_How to complete this task_.
Find how many lines of the records below contain the word "Marlin" and write that number by itself.

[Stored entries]
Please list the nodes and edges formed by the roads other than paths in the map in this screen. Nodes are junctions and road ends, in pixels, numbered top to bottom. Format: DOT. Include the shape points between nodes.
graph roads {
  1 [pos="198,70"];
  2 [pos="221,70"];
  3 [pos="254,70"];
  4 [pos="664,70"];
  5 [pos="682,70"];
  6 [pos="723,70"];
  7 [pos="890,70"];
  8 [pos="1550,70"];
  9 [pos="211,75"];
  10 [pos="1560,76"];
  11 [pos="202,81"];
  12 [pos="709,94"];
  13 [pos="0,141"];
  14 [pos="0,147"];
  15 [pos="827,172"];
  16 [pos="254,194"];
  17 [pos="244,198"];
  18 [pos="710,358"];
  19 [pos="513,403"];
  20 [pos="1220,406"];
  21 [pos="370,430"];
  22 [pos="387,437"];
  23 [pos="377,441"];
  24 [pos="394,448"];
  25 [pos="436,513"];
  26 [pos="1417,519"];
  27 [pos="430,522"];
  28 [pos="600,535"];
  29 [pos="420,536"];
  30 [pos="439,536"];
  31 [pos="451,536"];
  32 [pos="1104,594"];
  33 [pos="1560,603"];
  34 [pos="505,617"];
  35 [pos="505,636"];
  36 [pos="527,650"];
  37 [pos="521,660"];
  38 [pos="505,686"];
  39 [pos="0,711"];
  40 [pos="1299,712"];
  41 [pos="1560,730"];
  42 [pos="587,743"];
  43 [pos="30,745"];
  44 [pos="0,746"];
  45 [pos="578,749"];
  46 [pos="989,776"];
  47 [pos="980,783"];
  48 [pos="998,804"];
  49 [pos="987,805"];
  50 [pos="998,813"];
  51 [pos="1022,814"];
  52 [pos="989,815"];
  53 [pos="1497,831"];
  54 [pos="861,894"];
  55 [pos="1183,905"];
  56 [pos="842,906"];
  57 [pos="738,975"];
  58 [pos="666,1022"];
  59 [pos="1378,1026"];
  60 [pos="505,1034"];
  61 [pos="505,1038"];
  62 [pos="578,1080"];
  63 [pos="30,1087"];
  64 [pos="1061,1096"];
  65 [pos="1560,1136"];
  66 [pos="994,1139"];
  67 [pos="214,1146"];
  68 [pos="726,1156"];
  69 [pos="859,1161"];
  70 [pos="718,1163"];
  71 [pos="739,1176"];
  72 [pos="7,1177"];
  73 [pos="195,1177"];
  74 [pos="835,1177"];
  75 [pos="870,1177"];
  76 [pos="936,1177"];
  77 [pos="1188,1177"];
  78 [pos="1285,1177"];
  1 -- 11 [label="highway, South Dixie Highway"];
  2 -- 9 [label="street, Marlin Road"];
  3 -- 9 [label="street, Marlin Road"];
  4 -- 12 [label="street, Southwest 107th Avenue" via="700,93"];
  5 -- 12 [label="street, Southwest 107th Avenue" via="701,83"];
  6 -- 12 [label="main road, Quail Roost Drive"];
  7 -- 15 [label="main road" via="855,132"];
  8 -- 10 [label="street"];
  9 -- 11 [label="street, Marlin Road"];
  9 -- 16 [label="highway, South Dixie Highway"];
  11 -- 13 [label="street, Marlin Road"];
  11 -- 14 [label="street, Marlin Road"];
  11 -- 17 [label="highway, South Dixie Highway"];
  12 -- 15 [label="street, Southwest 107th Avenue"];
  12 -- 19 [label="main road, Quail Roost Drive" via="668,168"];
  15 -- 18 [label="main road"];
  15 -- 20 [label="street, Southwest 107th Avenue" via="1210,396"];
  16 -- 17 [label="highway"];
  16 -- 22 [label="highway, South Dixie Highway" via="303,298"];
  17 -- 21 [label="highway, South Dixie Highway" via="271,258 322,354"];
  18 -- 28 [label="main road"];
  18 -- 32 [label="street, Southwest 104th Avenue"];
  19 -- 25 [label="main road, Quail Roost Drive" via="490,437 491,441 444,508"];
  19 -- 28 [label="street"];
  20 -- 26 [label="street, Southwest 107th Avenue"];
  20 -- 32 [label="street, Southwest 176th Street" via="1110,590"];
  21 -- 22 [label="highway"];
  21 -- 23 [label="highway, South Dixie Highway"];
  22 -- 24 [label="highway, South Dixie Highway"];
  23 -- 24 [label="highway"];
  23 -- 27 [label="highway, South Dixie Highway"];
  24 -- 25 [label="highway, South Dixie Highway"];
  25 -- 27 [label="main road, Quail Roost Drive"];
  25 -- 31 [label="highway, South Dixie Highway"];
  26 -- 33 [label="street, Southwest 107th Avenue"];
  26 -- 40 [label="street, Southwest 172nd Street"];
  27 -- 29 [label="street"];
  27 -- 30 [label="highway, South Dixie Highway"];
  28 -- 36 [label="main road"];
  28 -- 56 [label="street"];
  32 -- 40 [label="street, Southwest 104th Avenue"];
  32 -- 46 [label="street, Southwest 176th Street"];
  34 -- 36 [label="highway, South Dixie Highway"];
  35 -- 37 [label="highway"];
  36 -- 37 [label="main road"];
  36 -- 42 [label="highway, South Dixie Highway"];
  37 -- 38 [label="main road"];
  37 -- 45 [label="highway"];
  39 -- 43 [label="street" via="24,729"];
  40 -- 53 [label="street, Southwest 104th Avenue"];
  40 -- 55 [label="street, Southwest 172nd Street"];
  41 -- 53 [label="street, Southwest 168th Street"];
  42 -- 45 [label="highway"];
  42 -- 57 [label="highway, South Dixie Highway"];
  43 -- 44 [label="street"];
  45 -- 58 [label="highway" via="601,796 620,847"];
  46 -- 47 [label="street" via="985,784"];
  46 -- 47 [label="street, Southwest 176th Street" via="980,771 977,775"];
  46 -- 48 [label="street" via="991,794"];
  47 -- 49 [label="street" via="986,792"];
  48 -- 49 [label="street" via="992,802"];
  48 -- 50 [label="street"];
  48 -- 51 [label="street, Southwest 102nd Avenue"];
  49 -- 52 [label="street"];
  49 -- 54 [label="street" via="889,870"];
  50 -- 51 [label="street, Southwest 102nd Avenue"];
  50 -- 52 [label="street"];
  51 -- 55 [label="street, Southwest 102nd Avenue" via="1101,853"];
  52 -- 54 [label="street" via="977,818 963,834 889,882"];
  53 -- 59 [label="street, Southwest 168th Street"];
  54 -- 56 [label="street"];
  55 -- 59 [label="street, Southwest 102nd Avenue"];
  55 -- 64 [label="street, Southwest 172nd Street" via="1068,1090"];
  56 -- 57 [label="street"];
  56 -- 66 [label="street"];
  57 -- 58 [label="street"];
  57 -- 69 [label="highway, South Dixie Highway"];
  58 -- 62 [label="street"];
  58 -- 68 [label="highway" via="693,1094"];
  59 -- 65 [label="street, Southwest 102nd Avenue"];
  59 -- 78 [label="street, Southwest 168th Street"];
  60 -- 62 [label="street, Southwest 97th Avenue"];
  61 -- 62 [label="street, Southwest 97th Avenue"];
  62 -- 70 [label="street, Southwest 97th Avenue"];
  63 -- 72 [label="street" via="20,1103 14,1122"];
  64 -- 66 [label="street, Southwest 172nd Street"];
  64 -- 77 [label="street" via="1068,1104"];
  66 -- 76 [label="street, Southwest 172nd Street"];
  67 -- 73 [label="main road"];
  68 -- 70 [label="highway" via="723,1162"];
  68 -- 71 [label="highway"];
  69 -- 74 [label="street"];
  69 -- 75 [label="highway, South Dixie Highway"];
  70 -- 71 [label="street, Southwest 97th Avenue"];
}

_Response_.
5